Действие отмеченных выше факторов вело к тому, что вырабатывались и получали признание более очевидные признаки соответствия марксизму. Среди них наибольшее значение приобретали специфическая терминология исследования и соответствие цитатам классиков марксизма. Постепенно решение вопроса о критериях "марксичности" смещалось с анализа методологии исследования к поиску соответствия общепризнанным выводам, достигнутым ранее путем использования диалектико-материалистического метода (работы классиков марксизма-ленинизма).
Тем самым, вырабатывалась система шаблонов, на основании которых и делались выводы о соответствии исследовательских работ марксизму. В советской исторической литературе возникает тот метод, который в историографии обозначается как шаблонно-сравнительный.

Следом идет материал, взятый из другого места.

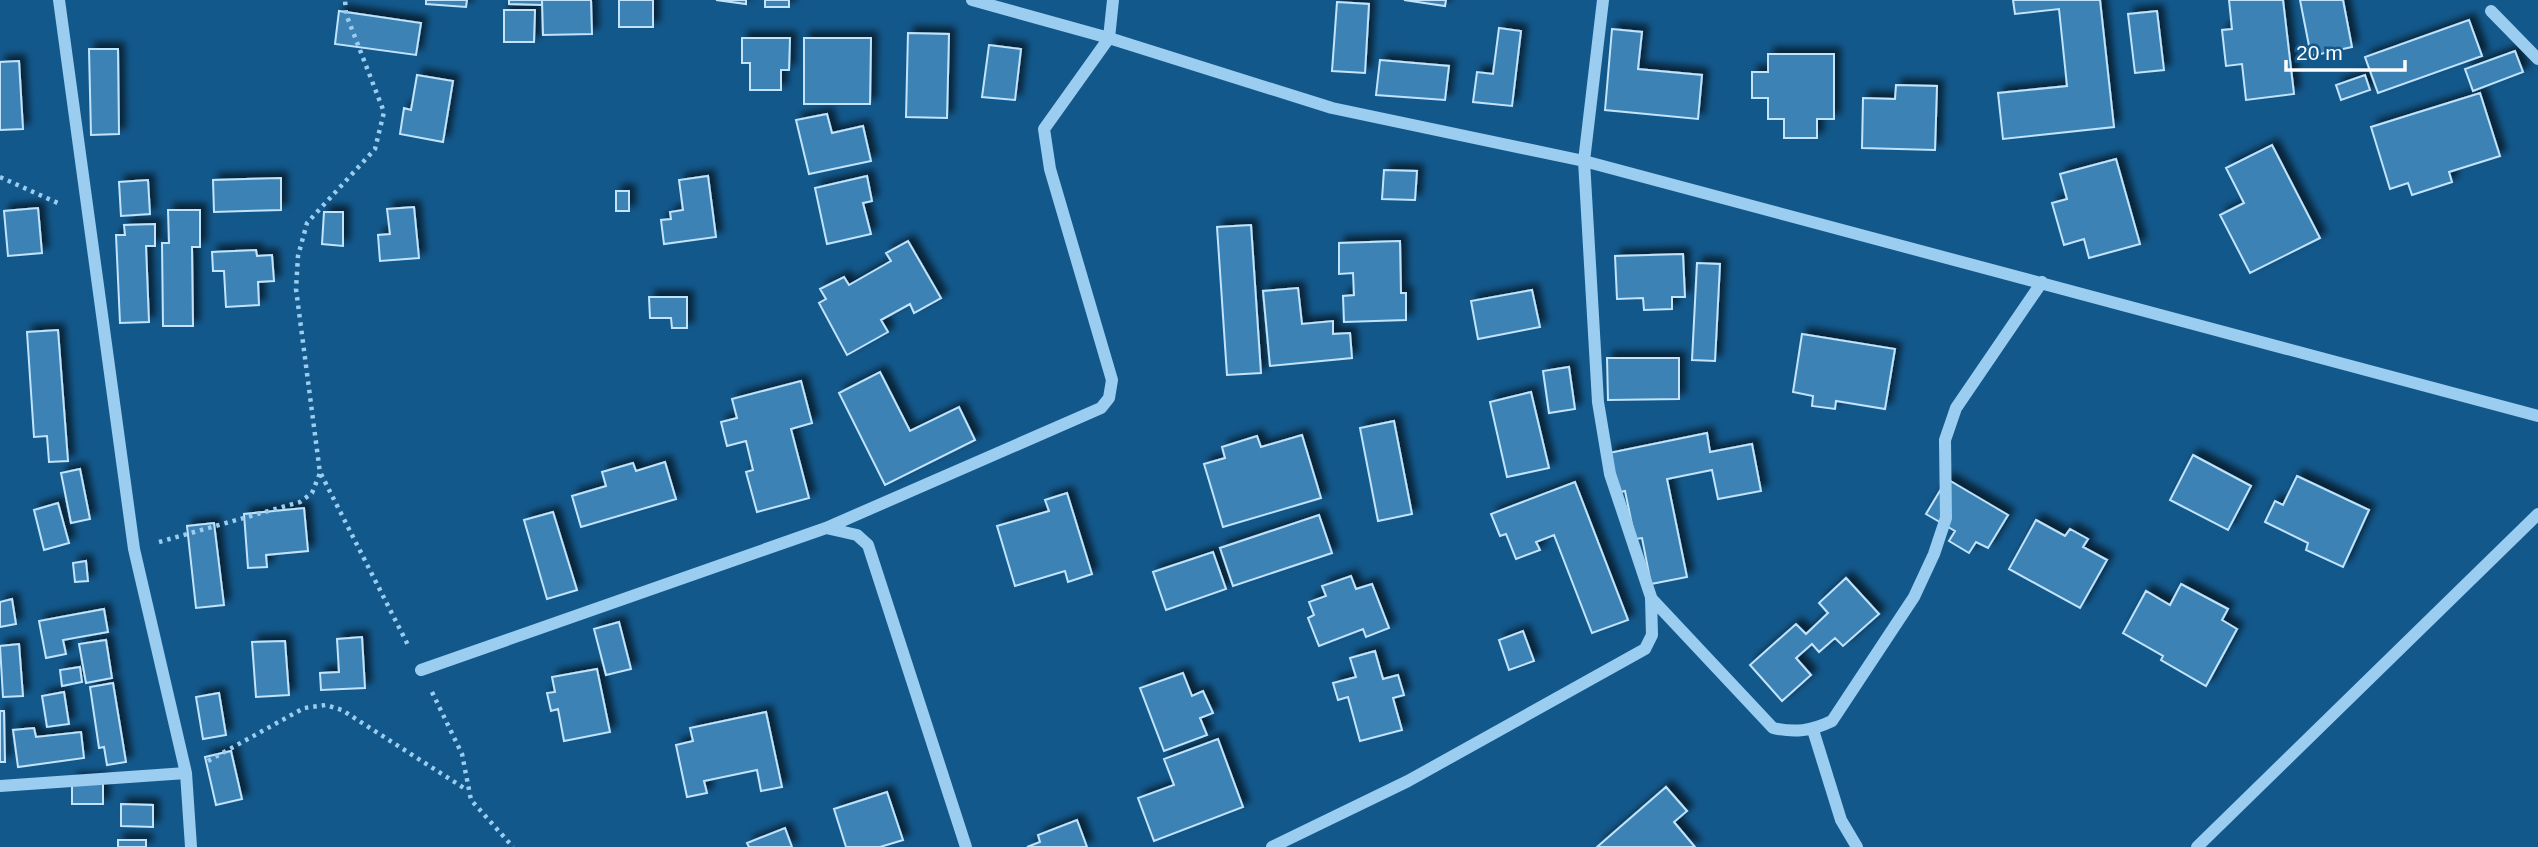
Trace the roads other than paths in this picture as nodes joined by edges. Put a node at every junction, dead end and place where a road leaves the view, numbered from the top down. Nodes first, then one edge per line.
1 (59, 0) edge
2 (972, 0) edge
3 (1113, 0) edge
4 (1603, 0) edge
5 (2491, 11) dead end
6 (1108, 38) junction
7 (2538, 59) edge
8 (1584, 161) junction
9 (2042, 282) junction
10 (2538, 416) edge
11 (2538, 514) edge
12 (826, 528) junction
13 (1651, 597) junction
14 (421, 670) dead end
15 (1813, 730) junction
16 (186, 773) junction
17 (0, 786) edge
18 (191, 847) edge
19 (966, 847) edge
20 (1272, 847) edge
21 (1857, 847) edge
22 (2197, 847) edge

1 - 16 street
2 - 6 street
3 - 6 street
4 - 8 street
5 - 7 street
6 - 8 street
6 - 12 street
8 - 9 street
8 - 13 street
9 - 10 street
9 - 15 street
11 - 22 street
12 - 14 street
12 - 19 street
13 - 15 street
13 - 20 street
15 - 21 street
16 - 17 street
16 - 18 street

Вместе с тем идет формирование и системы шаблонов враждебных марксизму взглядов - "идеализм", субъективизм, "эклектизм" и т.п., а также нередко определяемых по именам их основателей или виднейших сторонников - "кантианство", "риккертианство", "взгляды Допша, Вебера" и т.п.
Работа и решения I Всесоюзной конференции историков-марксистов (28 декабря 1928 г. - январь 1929 г.) и I Всесоюзной конференции аграрников-марксистов (20-27 декабря 1929 г.), проведение под давлением власти выборов в Академию наук и фабрикация "академического дела" (5 ноября 1929 г. - 3 февраля 1931 г.) стали наглядными свидетельствами нарастания политического давления на историческую науку.

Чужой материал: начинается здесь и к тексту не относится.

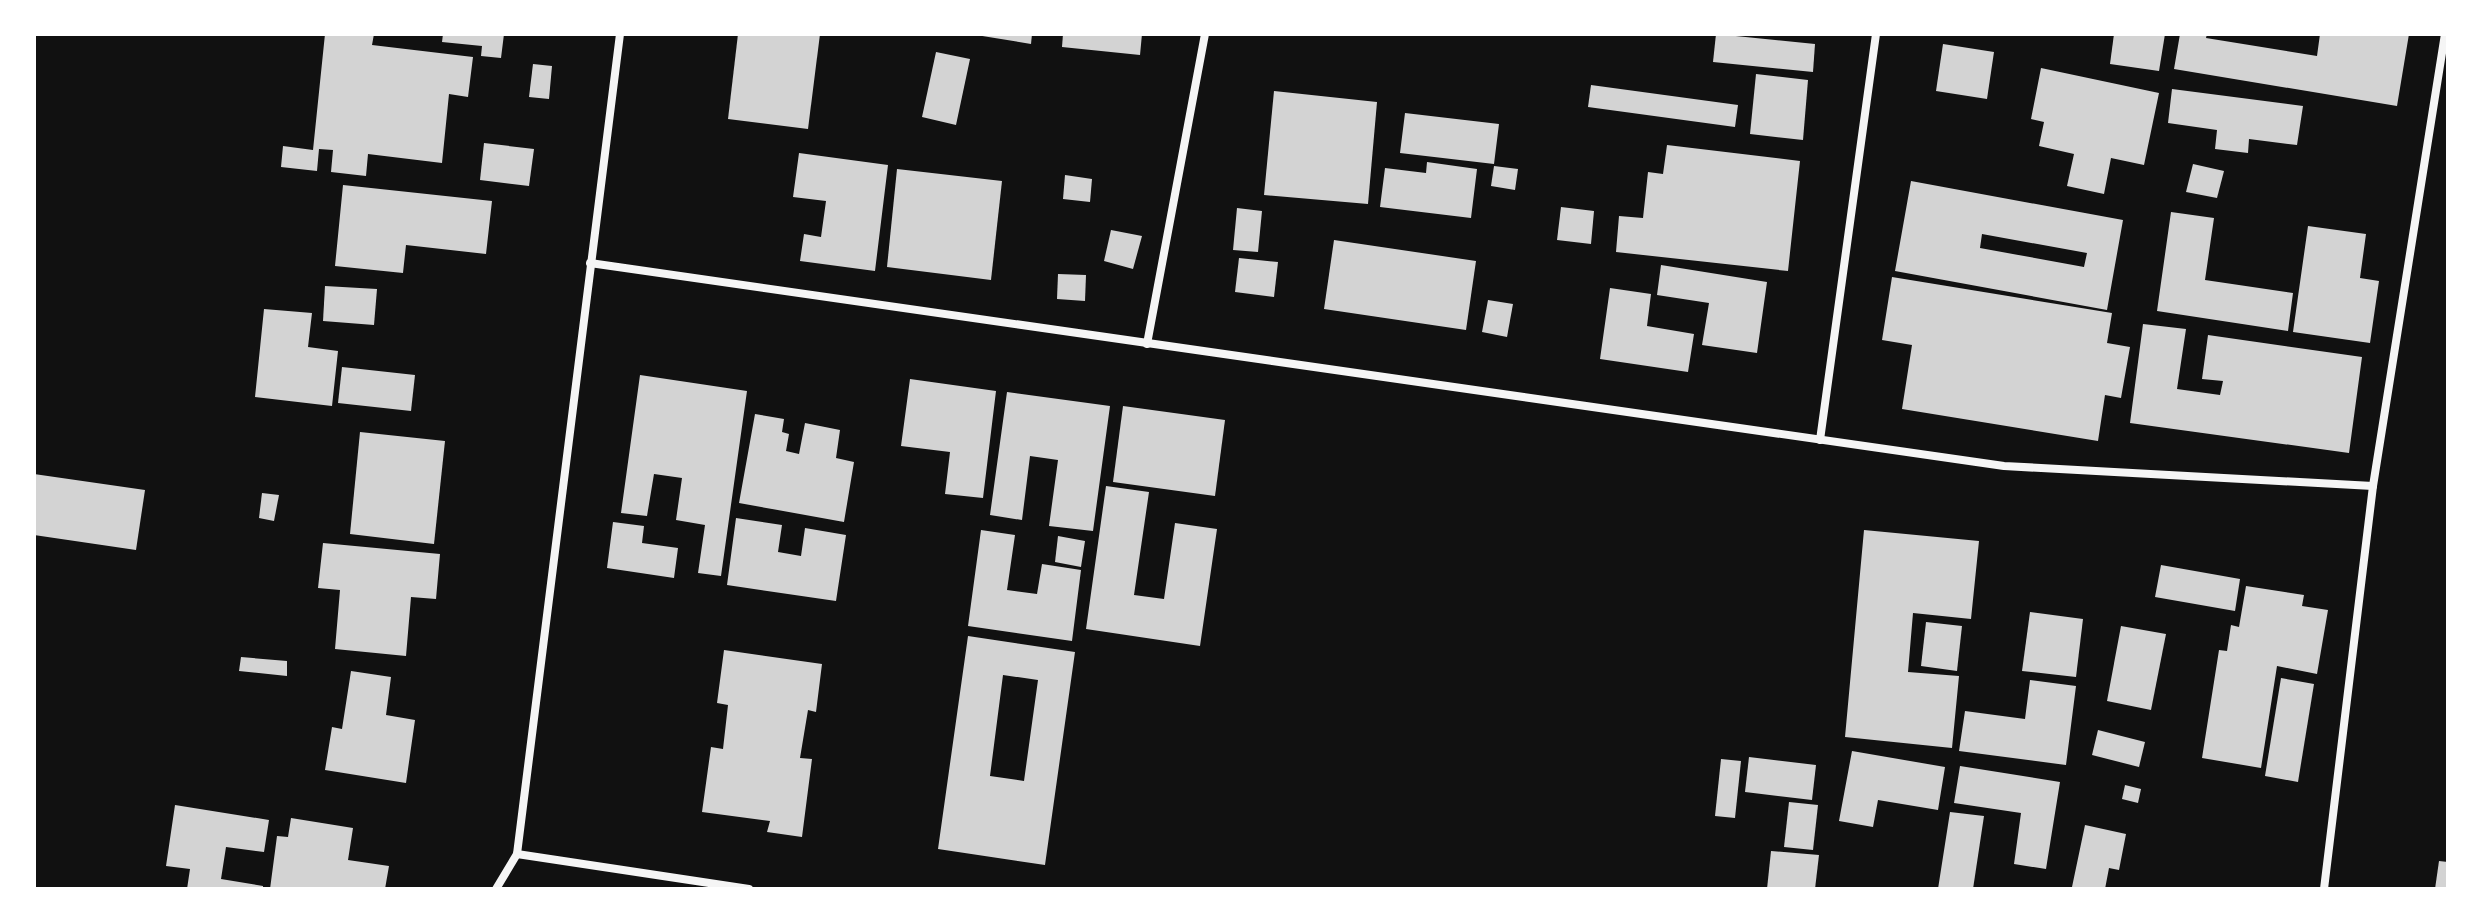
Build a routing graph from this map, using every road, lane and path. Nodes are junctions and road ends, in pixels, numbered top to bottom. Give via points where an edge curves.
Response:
1 (620, 34) edge
2 (1205, 34) edge
3 (1876, 34) edge
4 (2445, 34) edge
5 (590, 263) junction
6 (1147, 344) junction
7 (1820, 440) junction
8 (2373, 486) junction
9 (517, 854) junction
10 (496, 889) edge
11 (749, 889) edge
12 (2324, 889) edge

1 - 5 street
2 - 6 street
3 - 7 street
4 - 8 street
5 - 6 street
5 - 9 street
6 - 7 street
7 - 8 street via 2004,466
8 - 12 street
9 - 10 street
9 - 11 street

В этот же период проводятся спровоцированные научные дискуссии. Наиболее известна дискуссия в социологической секции Общества историков-марксистов "О некоторых предрассудках и суевериях в исторической науке". Большой резонанс получила оценка книги Д.М.Петрушевского "Очерки по экономической истории средневековой Европы" (М., 1928) как выступление против марксизма. Перевод научной дискуссии в эту плоскость соответствовал вненучным задачам ее организаторов, закладывались основы будущих "инквизиторских" методов борьбы с инакомыслием.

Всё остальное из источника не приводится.